Editorial, June 1999

Andrew Frankel

Many of you will not need to look at the letters page to know of the outrage perpetrated by me on the magazine last month. Many of you lost not a second before raining complaints down upon my head. Some accused me of a crime against all they held dear, others suggested I should spend more time with the family.I remain unrepentant and say to you now what I said to them then: the reason Hector Rebaque was in the Brabham on the cover last month was not (a) because I think he was the greatest man ever to drive for the team, (b) because we mistook him for Piquet or (c) because I am his love-child. What happened was we found the shot of a Brabham we wanted to use for our Brabham story so we used it. End of story. Please.

This is not the first time Rebaque has got me into trouble. In my ,em>Autocar days, I offered beer to the first hack to sneak the great man’s name past the sub-editors and into print. I reckoned without Steve Cropley who simply repeated the bet in his column and claimed his pint.

You will, I am sure, enjoy Jonathan Williams’ tale of driving Steve McQueen’s Porsche 908 at Le Mans in 1970, which doubled as the camera car for McQueen’s eponymously titled film. There is an almost limitless supply of stories from those involved in the making of this film including: how two full-size, radio-controlled Lolas disguised as a Porsche 917 and Ferrari 512S came to be raced remotely up and down the track by bored drivers; how Siffert, in a further attempt to relieve the tedium, staged 911 races around the inside of the hospitality tent and the moment when Derek Bell came around a comer at race speed to find a camera man lying in the middle of the track. Livid, and not a little white-eyed after avoiding this clearly suicidal lensman, Bell drove back to the pits to find McQueen and inform him he had hired a certifiable lunatic. The actor, however, was otherwise engaged at the time; apparently he had gone out to the track with a camera looking for a really dramatic cornering shot…
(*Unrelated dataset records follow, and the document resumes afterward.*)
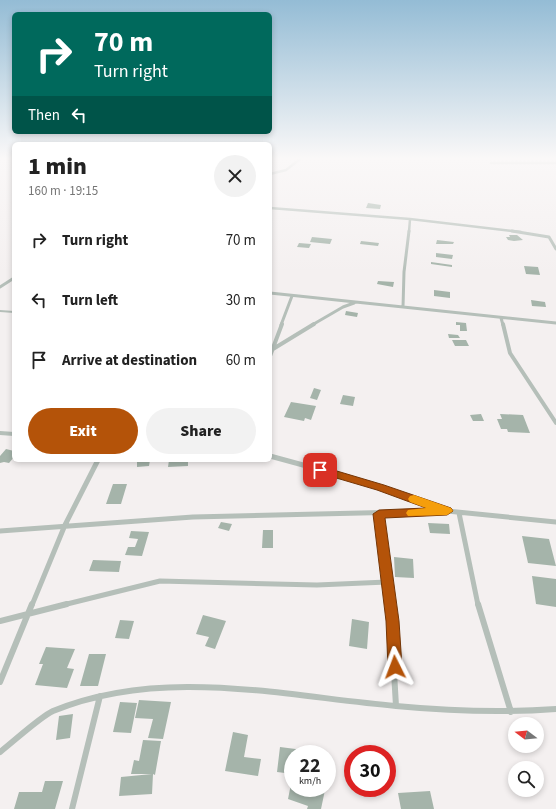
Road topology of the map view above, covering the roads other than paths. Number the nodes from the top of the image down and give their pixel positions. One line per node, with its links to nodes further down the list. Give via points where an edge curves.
1 (272, 208): 2 (street)
2 (410, 219): 3 (street, via 539,234 549,238); 9 (street)
3 (556, 249)
4 (12, 279): 5 (street)
5 (0, 287)
6 (272, 293): 7 (street)
7 (292, 296): 8 (street); 14 (street)
8 (356, 302): 9 (street); 14 (street, via 343,307)
9 (403, 307): 12 (street)
10 (0, 311): 11 (lane)
11 (12, 312)
12 (501, 318): 13 (street); 15 (street, via 510,353)
13 (556, 323)
14 (273, 349)
15 (556, 423)
16 (0, 433): 17 (street)
17 (12, 434)
18 (272, 457): 20 (street, via 366,483)
19 (97, 462): 24 (street)
20 (447, 511): 21 (street); 22 (street)
21 (459, 513): 23 (street); 33 (street, via 478,603)
22 (379, 514): 24 (street, via 193,517); 26 (street)
23 (556, 522)
24 (65, 525): 25 (street); 27 (street)
25 (0, 531)
26 (387, 582): 27 (street, via 317,585 160,581); 31 (street, via 392,621)
27 (28, 613): 28 (street); 29 (street)
28 (0, 621)
29 (0, 682)
30 (100, 696): 31 (street, via 159,688 189,687 298,694); 34 (street, via 51,712); 35 (street)
31 (396, 706): 33 (street)
32 (556, 709): 33 (street)
33 (511, 712)
34 (0, 752)
35 (72, 809)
The muttering about the identity of the D-Type in our Le Mans supplement has started. As our story makes clear, and is so often the case with old racers, no one doubts that not much of the original car survives. What is beyond doubt is that a number of essential components remain and that no other has a better claim to being the ’55 winner. Critically, its FIA papers give its chassis number as XKD505 – that of the winner of the tragic race. It may not have all its original parts but I, for one, do not doubt it has kept its identity.